● What you are asked to do:
When a line below contains the word "nodes", copy that line.

● Materials provided:
┏━━

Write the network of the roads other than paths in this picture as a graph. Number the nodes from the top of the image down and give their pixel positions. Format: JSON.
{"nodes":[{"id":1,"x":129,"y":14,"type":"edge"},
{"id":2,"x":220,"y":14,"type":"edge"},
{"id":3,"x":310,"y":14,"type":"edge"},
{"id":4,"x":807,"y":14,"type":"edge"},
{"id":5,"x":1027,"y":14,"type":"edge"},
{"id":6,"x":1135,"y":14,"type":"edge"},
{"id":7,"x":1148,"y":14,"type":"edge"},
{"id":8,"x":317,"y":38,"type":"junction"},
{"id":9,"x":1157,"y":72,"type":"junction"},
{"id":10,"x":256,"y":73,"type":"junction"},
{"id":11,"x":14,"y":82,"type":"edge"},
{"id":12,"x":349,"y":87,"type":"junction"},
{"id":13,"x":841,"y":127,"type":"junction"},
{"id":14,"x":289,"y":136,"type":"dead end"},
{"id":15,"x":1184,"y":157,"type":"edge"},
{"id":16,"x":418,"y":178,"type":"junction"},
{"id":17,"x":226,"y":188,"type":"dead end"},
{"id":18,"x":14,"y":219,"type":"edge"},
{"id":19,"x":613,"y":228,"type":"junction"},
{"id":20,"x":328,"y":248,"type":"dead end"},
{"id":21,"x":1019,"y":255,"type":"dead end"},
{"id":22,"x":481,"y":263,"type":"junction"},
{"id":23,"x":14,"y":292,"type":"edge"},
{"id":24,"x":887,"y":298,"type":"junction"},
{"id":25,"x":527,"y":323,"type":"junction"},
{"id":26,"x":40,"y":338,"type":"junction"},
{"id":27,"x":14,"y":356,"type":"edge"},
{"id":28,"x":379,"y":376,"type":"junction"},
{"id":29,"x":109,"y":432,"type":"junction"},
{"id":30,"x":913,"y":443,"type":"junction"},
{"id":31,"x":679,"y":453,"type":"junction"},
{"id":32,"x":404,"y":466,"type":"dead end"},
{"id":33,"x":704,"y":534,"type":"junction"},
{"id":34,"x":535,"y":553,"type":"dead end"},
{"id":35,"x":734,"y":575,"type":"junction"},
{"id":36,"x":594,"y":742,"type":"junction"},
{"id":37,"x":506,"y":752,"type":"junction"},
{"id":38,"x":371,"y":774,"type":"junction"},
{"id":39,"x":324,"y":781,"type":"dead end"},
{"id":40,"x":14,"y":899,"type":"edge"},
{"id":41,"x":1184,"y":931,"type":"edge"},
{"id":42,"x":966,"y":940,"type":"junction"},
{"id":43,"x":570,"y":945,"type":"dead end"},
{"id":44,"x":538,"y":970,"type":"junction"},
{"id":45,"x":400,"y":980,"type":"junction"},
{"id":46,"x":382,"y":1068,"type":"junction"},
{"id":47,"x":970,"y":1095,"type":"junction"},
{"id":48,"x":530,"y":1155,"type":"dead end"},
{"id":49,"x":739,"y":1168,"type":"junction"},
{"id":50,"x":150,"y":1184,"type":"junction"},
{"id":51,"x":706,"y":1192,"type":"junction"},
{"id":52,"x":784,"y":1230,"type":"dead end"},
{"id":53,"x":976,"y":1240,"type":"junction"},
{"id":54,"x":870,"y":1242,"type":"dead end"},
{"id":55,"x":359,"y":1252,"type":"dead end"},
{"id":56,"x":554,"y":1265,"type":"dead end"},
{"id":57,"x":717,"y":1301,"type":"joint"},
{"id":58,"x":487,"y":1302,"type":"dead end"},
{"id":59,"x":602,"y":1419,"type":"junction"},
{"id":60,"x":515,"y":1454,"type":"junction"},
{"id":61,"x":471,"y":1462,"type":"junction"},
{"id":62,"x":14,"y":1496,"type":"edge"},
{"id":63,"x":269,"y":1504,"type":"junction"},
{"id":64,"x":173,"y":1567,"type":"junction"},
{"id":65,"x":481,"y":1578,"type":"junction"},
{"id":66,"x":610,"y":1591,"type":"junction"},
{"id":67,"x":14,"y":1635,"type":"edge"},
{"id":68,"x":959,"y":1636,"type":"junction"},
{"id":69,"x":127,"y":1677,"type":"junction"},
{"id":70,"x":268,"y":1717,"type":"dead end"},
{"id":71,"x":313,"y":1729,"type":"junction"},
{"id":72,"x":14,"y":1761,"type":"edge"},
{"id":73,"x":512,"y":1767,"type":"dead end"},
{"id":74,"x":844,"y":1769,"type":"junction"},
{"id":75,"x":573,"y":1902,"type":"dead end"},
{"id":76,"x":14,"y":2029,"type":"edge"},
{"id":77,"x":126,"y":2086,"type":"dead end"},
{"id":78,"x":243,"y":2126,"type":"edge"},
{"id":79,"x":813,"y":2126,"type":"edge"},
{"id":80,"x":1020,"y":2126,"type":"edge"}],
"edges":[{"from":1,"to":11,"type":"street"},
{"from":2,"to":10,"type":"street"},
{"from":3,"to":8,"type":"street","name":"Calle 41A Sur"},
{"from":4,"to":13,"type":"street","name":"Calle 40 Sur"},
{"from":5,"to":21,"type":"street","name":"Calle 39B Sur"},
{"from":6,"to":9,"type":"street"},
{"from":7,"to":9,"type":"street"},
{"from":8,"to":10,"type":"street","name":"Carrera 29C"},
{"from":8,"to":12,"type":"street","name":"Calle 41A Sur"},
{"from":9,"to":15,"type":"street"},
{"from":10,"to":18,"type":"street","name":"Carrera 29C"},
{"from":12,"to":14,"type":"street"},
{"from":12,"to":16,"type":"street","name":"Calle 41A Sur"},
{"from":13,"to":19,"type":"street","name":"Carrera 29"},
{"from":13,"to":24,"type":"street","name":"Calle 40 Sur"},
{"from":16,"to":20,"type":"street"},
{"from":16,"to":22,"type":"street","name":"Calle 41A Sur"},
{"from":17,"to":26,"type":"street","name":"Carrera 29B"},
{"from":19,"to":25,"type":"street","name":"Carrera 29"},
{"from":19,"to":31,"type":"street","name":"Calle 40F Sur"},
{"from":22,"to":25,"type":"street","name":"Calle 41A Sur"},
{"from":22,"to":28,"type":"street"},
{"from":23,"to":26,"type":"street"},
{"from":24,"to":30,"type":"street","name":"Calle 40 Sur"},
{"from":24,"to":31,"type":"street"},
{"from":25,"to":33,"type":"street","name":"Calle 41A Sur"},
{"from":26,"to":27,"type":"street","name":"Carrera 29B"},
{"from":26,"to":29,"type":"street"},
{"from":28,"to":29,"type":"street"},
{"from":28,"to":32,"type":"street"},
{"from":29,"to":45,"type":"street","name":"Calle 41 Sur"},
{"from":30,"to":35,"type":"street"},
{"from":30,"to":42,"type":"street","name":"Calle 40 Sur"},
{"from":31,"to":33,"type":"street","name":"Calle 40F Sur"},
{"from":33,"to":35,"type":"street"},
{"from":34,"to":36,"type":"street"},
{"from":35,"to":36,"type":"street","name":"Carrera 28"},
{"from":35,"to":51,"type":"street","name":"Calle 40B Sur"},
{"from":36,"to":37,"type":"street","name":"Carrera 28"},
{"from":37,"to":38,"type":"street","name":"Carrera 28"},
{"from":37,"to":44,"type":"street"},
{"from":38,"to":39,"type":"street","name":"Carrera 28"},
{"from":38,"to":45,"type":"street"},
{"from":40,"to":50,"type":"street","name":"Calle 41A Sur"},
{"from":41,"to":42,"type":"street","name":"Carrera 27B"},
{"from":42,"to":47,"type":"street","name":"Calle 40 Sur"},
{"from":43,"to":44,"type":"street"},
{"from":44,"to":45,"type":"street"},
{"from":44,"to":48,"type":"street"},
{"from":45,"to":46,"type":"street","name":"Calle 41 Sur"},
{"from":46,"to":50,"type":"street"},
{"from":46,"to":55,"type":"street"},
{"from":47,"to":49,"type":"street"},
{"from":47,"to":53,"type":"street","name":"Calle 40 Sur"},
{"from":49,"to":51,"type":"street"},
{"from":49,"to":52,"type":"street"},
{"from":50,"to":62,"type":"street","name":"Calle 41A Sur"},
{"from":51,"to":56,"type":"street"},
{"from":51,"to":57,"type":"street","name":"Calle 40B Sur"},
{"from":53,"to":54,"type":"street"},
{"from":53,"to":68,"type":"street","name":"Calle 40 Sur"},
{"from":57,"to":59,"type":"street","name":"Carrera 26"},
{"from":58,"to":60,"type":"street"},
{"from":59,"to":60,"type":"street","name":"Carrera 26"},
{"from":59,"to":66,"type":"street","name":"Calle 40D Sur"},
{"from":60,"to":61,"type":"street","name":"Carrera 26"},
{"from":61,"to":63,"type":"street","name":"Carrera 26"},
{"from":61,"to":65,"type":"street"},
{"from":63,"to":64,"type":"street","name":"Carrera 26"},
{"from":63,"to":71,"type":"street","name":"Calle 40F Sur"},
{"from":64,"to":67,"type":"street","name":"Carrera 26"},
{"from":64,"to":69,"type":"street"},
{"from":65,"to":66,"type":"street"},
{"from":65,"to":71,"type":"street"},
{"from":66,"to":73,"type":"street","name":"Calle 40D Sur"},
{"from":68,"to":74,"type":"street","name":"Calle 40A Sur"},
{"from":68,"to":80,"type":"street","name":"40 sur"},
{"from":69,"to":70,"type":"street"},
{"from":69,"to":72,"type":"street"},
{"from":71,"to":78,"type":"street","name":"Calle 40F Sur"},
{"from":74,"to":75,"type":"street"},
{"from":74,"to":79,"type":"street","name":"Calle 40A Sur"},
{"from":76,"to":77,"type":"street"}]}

┗━━

● Answer below:
Write the network of the roads other than paths in this picture as a graph. Number the nodes from the top of the image down and give their pixel positions. Format: JSON.
{"nodes":[{"id":1,"x":129,"y":14,"type":"edge"},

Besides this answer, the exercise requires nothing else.